Ranbaxy Pays $500 Million Fine for Selling Bad Batches of Generic Medicines
Ranbaxy, a subsidiary of Japanese pharmaceutical company Daiichi Sankyo, has paid a $500 million fine and pled guilty to selling adulterated drugs manufactured in India. The settlement comes 16 months after the company signed an agreement with U.S. authorities to change its ways.
The 75 year old company was founded in Amritsar, India, as a distributor of anti-tuberculosis medicines and vitamins for Shionogi, another Japanese company. In June 2008, it was bought for $4.6 billion by Daiichi Sankyo and today it is one of India's top pharmaceutical exporters to the U.S. with $453 million in sales last year.
The company's principal business is manufacturing cheap versions of well known branded drugs known as generics, which make up about three quarters of the total U.S. market for drugs. Some of its top products include Aricept (donepezil) which is used to treat Alzheimer's disease; Lipitor (atorvastatin), which lowers blood cholesterol; and Valacyclovir, which is used to treat herpes.

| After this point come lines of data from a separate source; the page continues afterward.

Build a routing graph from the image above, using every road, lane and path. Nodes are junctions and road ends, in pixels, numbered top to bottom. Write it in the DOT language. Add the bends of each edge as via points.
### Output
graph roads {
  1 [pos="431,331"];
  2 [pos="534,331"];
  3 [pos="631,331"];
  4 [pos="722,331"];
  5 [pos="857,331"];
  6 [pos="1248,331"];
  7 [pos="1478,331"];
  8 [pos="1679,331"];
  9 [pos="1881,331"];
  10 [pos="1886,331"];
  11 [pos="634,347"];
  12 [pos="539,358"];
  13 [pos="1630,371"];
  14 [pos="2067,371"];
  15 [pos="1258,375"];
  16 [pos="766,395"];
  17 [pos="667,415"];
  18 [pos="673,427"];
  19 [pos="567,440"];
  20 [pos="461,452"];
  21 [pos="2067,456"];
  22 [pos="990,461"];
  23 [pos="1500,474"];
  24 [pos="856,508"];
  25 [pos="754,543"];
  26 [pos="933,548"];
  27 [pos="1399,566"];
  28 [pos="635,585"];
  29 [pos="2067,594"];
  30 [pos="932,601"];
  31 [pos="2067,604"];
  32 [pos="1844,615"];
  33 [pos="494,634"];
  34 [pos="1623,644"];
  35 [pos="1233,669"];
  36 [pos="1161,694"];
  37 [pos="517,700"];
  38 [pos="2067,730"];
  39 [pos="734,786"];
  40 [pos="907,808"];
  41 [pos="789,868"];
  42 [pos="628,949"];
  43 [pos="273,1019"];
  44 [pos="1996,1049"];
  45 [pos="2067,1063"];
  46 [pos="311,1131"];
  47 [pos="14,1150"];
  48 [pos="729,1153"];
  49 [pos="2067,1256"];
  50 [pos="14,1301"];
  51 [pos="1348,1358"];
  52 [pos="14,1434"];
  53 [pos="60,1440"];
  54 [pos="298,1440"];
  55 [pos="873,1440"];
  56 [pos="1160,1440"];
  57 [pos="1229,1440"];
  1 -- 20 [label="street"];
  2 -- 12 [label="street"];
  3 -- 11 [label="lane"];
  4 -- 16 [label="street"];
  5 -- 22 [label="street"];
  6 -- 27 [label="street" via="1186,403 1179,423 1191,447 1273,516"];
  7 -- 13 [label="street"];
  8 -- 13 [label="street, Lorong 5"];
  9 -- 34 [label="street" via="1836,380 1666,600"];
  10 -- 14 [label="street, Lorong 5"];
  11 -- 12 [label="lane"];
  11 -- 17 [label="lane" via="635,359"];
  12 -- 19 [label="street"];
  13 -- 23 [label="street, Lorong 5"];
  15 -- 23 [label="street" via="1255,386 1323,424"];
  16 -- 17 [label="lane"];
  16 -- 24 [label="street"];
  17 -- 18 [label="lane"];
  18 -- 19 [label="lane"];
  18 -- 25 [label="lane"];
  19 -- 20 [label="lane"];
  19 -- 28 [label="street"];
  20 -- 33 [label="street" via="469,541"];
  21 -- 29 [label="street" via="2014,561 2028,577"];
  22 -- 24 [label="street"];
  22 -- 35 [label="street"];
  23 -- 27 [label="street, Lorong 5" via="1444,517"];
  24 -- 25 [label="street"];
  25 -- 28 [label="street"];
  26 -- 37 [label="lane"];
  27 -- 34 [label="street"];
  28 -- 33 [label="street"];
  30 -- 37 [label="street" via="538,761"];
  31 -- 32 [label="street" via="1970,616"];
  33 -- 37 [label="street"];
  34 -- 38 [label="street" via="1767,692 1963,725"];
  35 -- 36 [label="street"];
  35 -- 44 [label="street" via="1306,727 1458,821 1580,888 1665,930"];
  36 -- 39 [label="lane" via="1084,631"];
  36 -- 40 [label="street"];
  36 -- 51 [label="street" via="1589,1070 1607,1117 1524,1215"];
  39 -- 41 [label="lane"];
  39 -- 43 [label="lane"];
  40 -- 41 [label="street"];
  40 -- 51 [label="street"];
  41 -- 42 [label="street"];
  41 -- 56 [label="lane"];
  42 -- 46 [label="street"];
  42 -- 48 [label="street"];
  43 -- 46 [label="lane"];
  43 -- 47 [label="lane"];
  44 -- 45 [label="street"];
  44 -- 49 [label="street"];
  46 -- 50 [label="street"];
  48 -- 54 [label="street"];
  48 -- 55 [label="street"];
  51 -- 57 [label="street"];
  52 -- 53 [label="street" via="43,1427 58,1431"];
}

Ranbaxy admitted that between June and August in 2007 certain batches of drugs manufactured in factories at Paonta Sahib in Himachal Pradesh and Dewas in Madhya Pradesh had tested positive for "unknown impurities." The company did not inform the U.S. Food and Drug Administration (FDA) until October 2007. A total of 73 million pills had to be withdrawn from circulation, although the FDA says it has no record of patients suffering any impact from the adulterated drugs.
The FDA was alerted to the problem by Dinesh Thakur, the former director and global head of research information & portfolio management for Ranbaxy, who joined the company in November 2002 from another drug maker Bristol Myers Squibb. Thakur's job was to manage research for generic drug development, manufacturing, and commercial operations and to automate data submissions for compliance with global manufacturing standards.
"I discovered that the company falsified drug data and systemically violated current good manufacturing practices and good laboratory practices. Ranbaxy's management was notified of these widespread problems," Thakur said in a statement issued on a website he set up to provide facts about the case. "When they failed to correct the problems, it left me with no choice but to alert healthcare authorities."
In 2005 Thakur resigned from the company. On April 13, 2007, he filed a lawsuit in the U.S. District Court of Maryland under the U.S. False Claims Act which allows any individual to blow the whistle and get as much as 30 percent of money recovered. Thakur, who now lives in Belle Mead, New Jersey, was awarded $48.69 million.
"Ranbaxy was the biggest and one of the best in India. They just happened to stumble across the Ranbaxy problem at those two plants in India," Joe Graedon, a pharmacologist who runs a website called the People's Pharmacy, told the New York Times. "What about all the smaller ones? What does that say about them?"
(It should be noted that bigger brand manufacturers have faced similar problems: GlaxoSmithKline paid $750 million for problems at a plant in Puerto Rico, which resulted in an award of $96 million to whistleblower whistleblower - Cheryl Eckard)
Some feel that the government needs to take much more drastic measures to curb industry malpractice. "It is certainly a great incentive to other would-be whistleblowers in the generic pharmaceutical industry, which operates mostly out of India and China," writes Jake Maxwell Watts, a reporter for Quartz.com (a news website sponsored by Boeing, Cadillac, Chevron and Credit Suisse) "But if there was a winner ... it was far more likely to be the whistleblower and ex-director Dinesh Thakur, than the U.S. consumer."